Há pessoas que passam no mundo como cometas brilhantes...


 ...e as suas existências nunca serão esquecidas. Aristides de Sousa Mendes foi uma dessas pessoas. Cônsul brilhante, marido feliz, pai orgulhoso, teve a sua vida destruída quando, para salvar 30.000 Judeus, ousou desafiar as ordens de Salazar.

"O Cônsul de Bordéus" é um filme, em estilo biográfico, escrito por António Torrado e João Nunes. que pretende prestar homenagem a este grande português (tão ou mais "importante" que Oskar Schindler), um herói com uma coragem sem limites...

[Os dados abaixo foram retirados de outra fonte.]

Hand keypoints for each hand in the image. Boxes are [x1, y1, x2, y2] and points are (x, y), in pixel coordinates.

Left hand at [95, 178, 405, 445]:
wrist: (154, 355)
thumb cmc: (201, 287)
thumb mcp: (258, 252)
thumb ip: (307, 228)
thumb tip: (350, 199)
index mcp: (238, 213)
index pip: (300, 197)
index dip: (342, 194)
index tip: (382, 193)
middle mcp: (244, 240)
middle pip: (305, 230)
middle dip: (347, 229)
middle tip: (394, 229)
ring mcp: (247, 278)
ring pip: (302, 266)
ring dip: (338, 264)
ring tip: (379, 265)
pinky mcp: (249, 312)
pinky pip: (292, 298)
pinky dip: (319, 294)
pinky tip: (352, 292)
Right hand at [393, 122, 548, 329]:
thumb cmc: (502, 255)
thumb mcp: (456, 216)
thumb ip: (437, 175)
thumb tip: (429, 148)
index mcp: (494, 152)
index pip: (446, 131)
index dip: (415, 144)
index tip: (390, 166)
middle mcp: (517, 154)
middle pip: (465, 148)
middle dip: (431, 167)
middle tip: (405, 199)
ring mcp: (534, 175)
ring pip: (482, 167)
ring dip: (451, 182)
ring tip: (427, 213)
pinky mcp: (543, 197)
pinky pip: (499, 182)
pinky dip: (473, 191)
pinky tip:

SINOPSE: Alexandra Schmidt, uma jornalista portuguesa vai até Viana do Castelo para entrevistar o maestro brasileiro Francisco de Almeida, que se vai reformar. Aí confronta-o com o seu verdadeiro nome, Aaron Apelman. A curiosidade da jornalista leva o maestro a recordar uma série de eventos passados no longínquo mês de Junho de 1940, quando, aos 10 anos de idade, e ainda com esse nome, foi salvo da perseguição nazi pela ação do cônsul de Portugal em Bordéus, Aristides de Sousa Mendes. O cônsul, por esses dias, é um homem dividido : sabe que os refugiados hebreus, em número cada vez maior, precisam de vistos para alcançar Portugal e daí partir para o Novo Mundo, mas tem as mãos tolhidas pela famigerada Circular 14, de Salazar, que proíbe a emissão de vistos a judeus. A pressão do rabino Krueger e a força das convicções católicas do próprio Sousa Mendes acabam por levar a melhor. O cônsul decide desobedecer a Salazar...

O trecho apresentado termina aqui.